Return every line from the listing where the word "Pauline" occurs.

====

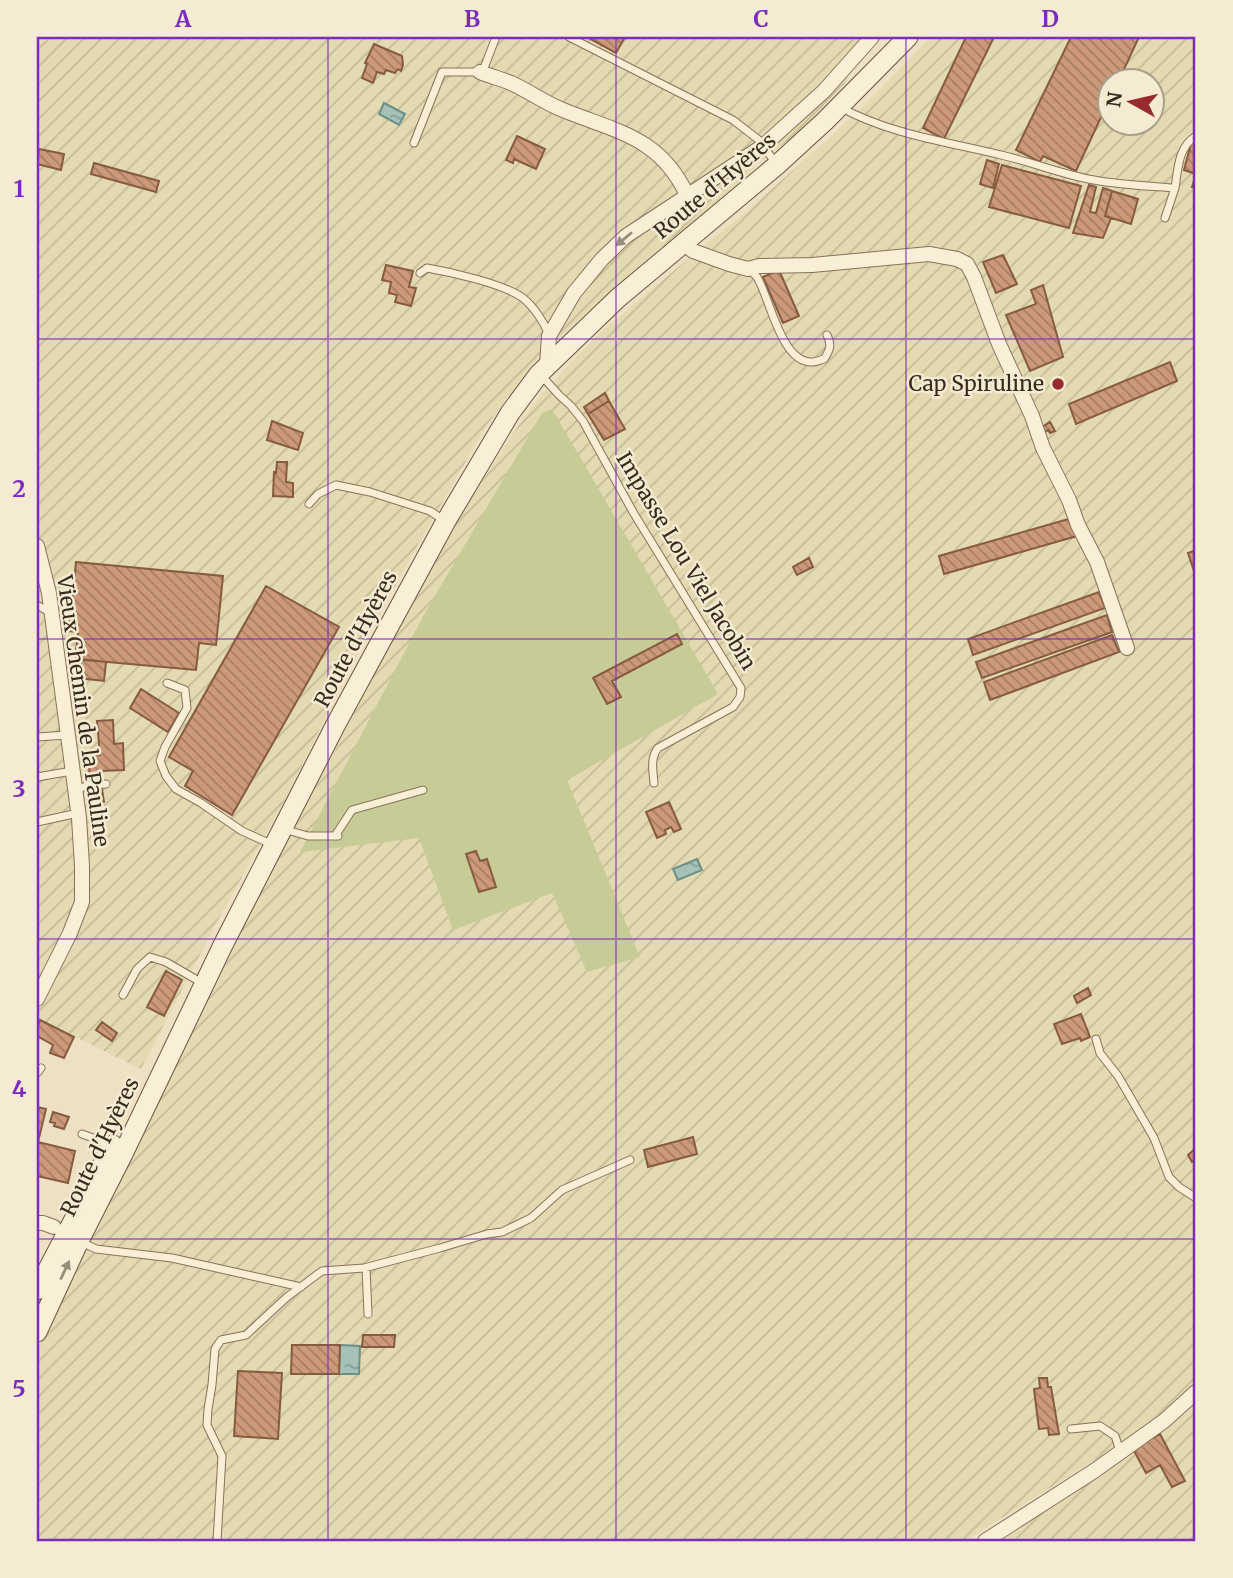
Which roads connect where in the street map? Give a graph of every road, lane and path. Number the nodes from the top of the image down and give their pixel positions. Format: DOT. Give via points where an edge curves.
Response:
graph roads {
  1 [pos="496,37"];
  2 [pos="569,37"];
  3 [pos="872,37"];
  4 [pos="908,37"];
  5 [pos="480,72"];
  6 [pos="839,107"];
  7 [pos="1196,136"];
  8 [pos="414,143"];
  9 [pos="762,146"];
  10 [pos="777,166"];
  11 [pos="1175,188"];
  12 [pos="687,195"];
  13 [pos="1165,218"];
  14 [pos="684,243"];
  15 [pos="748,269"];
  16 [pos="420,273"];
  17 [pos="827,335"];
  18 [pos="549,336"];
  19 [pos="543,369"];
  20 [pos="309,504"];
  21 [pos="446,521"];
  22 [pos="37,546"];
  23 [pos="37,605"];
  24 [pos="52,614"];
  25 [pos="1127,648"];
  26 [pos="167,683"];
  27 [pos="68,735"];
  28 [pos="37,737"];
  29 [pos="73,771"];
  30 [pos="37,777"];
  31 [pos="654,783"];
  32 [pos="106,784"];
  33 [pos="75,790"];
  34 [pos="422,790"];
  35 [pos="79,813"];
  36 [pos="37,822"];
  37 [pos="278,837"];
  38 [pos="202,983"];
  39 [pos="123,995"];
  40 [pos="37,999"];
  41 [pos="1096,1039"];
  42 [pos="82,1134"];
  43 [pos="118,1151"];
  44 [pos="630,1160"];
  45 [pos="1196,1198"];
  46 [pos="37,1223"];
  47 [pos="66,1234"];
  48 [pos="366,1268"];
  49 [pos="300,1287"];
  50 [pos="37,1290"];
  51 [pos="368,1314"];
  52 [pos="37,1332"];
  53 [pos="1196,1392"];
  54 [pos="1071,1429"];
  55 [pos="1121,1452"];
  56 [pos="217,1541"];
  57 [pos="985,1541"];
  1 -- 5 [label="lane"];
  2 -- 9 [label="lane" via="733,120"];
  3 -- 9 [label="street, Route d'Hyères" via="824,92"];
  4 -- 6 [label="main road, Route d'Hyères"];
  5 -- 8 [label="lane" via="442,72"];
  5 -- 12 [label="street" via="632,136 676,173"];
  6 -- 10 [label="main road, Route d'Hyères"];
  6 -- 11 [label="lane" via="913,135 1092,180"];
  7 -- 11 [label="lane" via="1180,156"];
  9 -- 10 [label="lane"];
  9 -- 12 [label="street, Route d'Hyères"];
  10 -- 14 [label="main road, Route d'Hyères"];
  11 -- 13 [label="lane"];
  12 -- 18 [label="street, Route d'Hyères, one-way" via="626,236 602,259 574,293"];
  14 -- 15 [label="street" via="693,251"];
  14 -- 19 [label="main road, Route d'Hyères"];
  15 -- 17 [label="lane" via="756,276 788,349 802,360 824,359 829,351"];
  15 -- 25 [label="street" via="929,254 967,264 1043,448 1097,562"];
  16 -- 18 [label="lane" via="427,268 444,271 523,298"];
  18 -- 19 [label="street, Route d'Hyères"];
  19 -- 21 [label="main road, Route d'Hyères" via="510,412"];
  19 -- 31 [label="lane, Impasse Lou Viel Jacobin" via="583,421 741,688 733,707 658,748"];
  20 -- 21 [label="lane" via="336,485 430,511"];
  21 -- 37 [label="main road, Route d'Hyères"];
  22 -- 24 [label="street, Vieux Chemin de la Pauline"];
  23 -- 24 [label="lane"];
  24 -- 27 [label="street, Vieux Chemin de la Pauline"];
  26 -- 37 [label="lane" via="185,690 187,708 160,761 166,776 176,789 242,831"];
  27 -- 28 [label="lane"];
  27 -- 29 [label="street, Vieux Chemin de la Pauline"];
  29 -- 30 [label="lane"];
  29 -- 33 [label="street, Vieux Chemin de la Pauline"];
  32 -- 33 [label="lane"];
  33 -- 35 [label="street, Vieux Chemin de la Pauline"];
  34 -- 37 [label="lane" via="352,810 336,836"];
  35 -- 36 [label="lane"];
  35 -- 40 [label="street, Vieux Chemin de la Pauline" via="82,902"];
  37 -- 38 [label="main road, Route d'Hyères"];
  38 -- 39 [label="lane" via="150,957 137,969"];
  38 -- 43 [label="main road, Route d'Hyères"];
  41 -- 45 [label="lane" via="1100,1053 1154,1138 1169,1177"];
  42 -- 43 [label="lane"];
  43 -- 47 [label="main road, Route d'Hyères"];
  44 -- 48 [label="lane" via="562,1190 531,1218 502,1231"];
  46 -- 47 [label="street"];
  47 -- 49 [label="lane" via="96,1249 172,1258"];
  47 -- 50 [label="main road, Route d'Hyères"];
  52 -- 47 [label="main road, Route d'Hyères, one-way"];
  48 -- 49 [label="lane" via="322,1271"];
  48 -- 51 [label="lane"];
  49 -- 56 [label="lane" via="246,1335 221,1340 215,1349 207,1425 222,1456"];
  53 -- 55 [label="street"];
  54 -- 55 [label="lane" via="1100,1426 1115,1436"];
  55 -- 57 [label="street"];
}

====

• **ANSWER FOR THIS EXERCISE**
  22 -- 24 [label="street, Vieux Chemin de la Pauline"];
  24 -- 27 [label="street, Vieux Chemin de la Pauline"];
  27 -- 29 [label="street, Vieux Chemin de la Pauline"];
  29 -- 33 [label="street, Vieux Chemin de la Pauline"];
  33 -- 35 [label="street, Vieux Chemin de la Pauline"];
  35 -- 40 [label="street, Vieux Chemin de la Pauline" via="82,902"];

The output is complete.